The second winter, p.31

The Second Winter, page 31

 

The Second Winter
Select Voice:
Brian (uk)
Emma (uk)  
Amy (uk)
Eric (us)
Ivy (us)
Joey (us)
Salli (us)  
Justin (us)
Jennifer (us)  
Kimberly (us)  
Kendra (us)
Russell (au)
Nicole (au)



Larger Font   Reset Font Size   Smaller Font  

  FREDRIK’S WANT

  29.

  January 1, 1942.

  In the early morning, Oskar left the house carrying a small suitcase. He only possessed a few extra pieces of clothing, so the case wasn’t heavy. He stepped outside onto the porch and measured the weight of the sky through a squint. Polina was inside the narrow vestibule behind him, lacing her shoes, and she followed him out a moment later. Amalia had given her a wool sweater, and before leaving in the morning for the Nielsens’ house, she had taken in the waist of one of her heavier skirts. Polina carried her old clothes in a bundle under her arm. They were nicer than the garments she was wearing now, but they were too thin to offer protection from this cold. She gripped Oskar’s arm, marched with him down the icy stairs. When they reached the driveway, their feet sank into the slush. During the night, the snow had turned to rain. The frozen layer of ice that covered the earth was beginning to thaw. Muddy water soaked their shoes. Leaning into the wet wind, they set out together in small, slippery steps across the field toward the barn.

  Fredrik looked up from his work on the woodpile. When the door slammed, he paused long enough to take stock of his son and this Polish girl, moving in step, arm in arm, carrying their belongings with them. Then he wiped his brow and bent over the woodpile again and continued to work the saw. His jaw throbbed, his cheekbones were swollen and bruised, his ribs pinched his lungs, but he refused to be hobbled. The drugs and alcohol he had consumed in the last days had left his body weak. It felt good to sweat and to breathe, to labor like this through the tremors. His eyes focused on the metal teeth ripping shards of oak from the trunk of a sapling. He lost himself in the rhythm of the cutting. The long blade sank lower into the wood. When their footsteps became audible, he paid no attention. Perhaps they would stop to say goodbye, or perhaps they wouldn’t. What did it matter? In either case, they were leaving, and this was work that had to be done. Without more wood, he and Amalia would freeze. There were only a few shovelfuls of coal left in the cellar, barely enough to get them through a single night. And after this, a fence needed repairing. The pigs were hungry. He was just at the beginning of another long day, and he didn’t have time to spare. Sentiment was a luxury that this farm couldn’t afford.

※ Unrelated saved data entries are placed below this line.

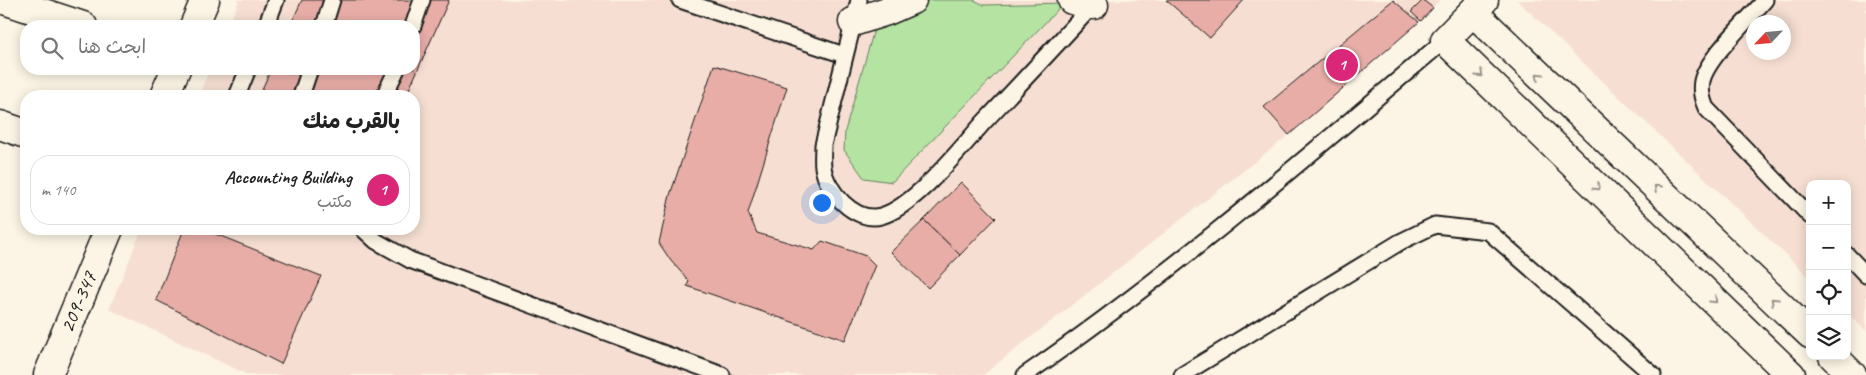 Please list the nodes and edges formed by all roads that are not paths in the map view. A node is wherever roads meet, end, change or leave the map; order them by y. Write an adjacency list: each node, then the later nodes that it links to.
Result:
1 (4, 0): 12 (street)
2 (205, 0): 13 (street)
3 (276, 0): 14 (lane)
4 (332, 0): 15 (lane)
5 (422, 0): 16 (lane)
6 (680, 0): 18 (lane)
7 (912, 0): 11 (street)
8 (1765, 0): 29 (lane)
9 (1088, 2): 18 (lane)
10 (1472, 4): 17 (street); 34 (street, one-way to 10)
11 (856, 11): 18 (lane)
12 (65, 20)
13 (197, 20)
14 (268, 20)
15 (326, 20)
16 (415, 20)
17 (1445, 40): 38 (lane); 41 (street, one-way to 41)
18 (844, 55)
19 (173, 75): 23 (street)
20 (246, 75): 24 (lane)
21 (308, 75): 25 (lane)
22 (394, 75): 26 (lane)
23 (167, 90)
24 (239, 90)
25 (303, 90)
26 (387, 90)
27 (0, 125): 28 (street)
28 (20, 132)
29 (1806, 212)
30 (106, 235): 36 (street, 209-347)
31 (370, 235): 37 (lane)
32 (1851, 260): 33 (lane)
33 (1866, 275)
34 (1806, 330)
35 (1837, 360): 42 (street)
36 (48, 375)
37 (722, 375)
38 (1025, 375)
39 (1182, 375): 40 (lane)
40 (1653, 375)
41 (1791, 375)
42 (1852, 375)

  Oskar and Polina passed out of view, entered the barn. The smell of mildew and rot drifted down from the ceiling. The roof needed replacing, just like the roof of the cottage. This was something that he and his father had meant to undertake in the spring, once the weather cleared. Now Oskar wouldn’t have to. He set his suitcase down, grabbed the shovel, sank the blade into the dirt floor to the left of one of the posts, beside the pigs’ trough. The money Oskar had taken from the photographer lay about two feet under the surface, wrapped in newspapers, bound in twine. He dug the last few inches carefully, then knelt to scrape the soil out by hand. When he picked up the bundles of notes, they emerged in a cloud of dust. He shook them clean, and clumps of earth scattered across the hard floor. Polina ran her fingers through his hair when he bent over his suitcase. This tenderness confused him in retrospect, when he thought about it afterward. He stopped to look up at her, then snapped the case shut, stood to his feet. It would be wise to get started.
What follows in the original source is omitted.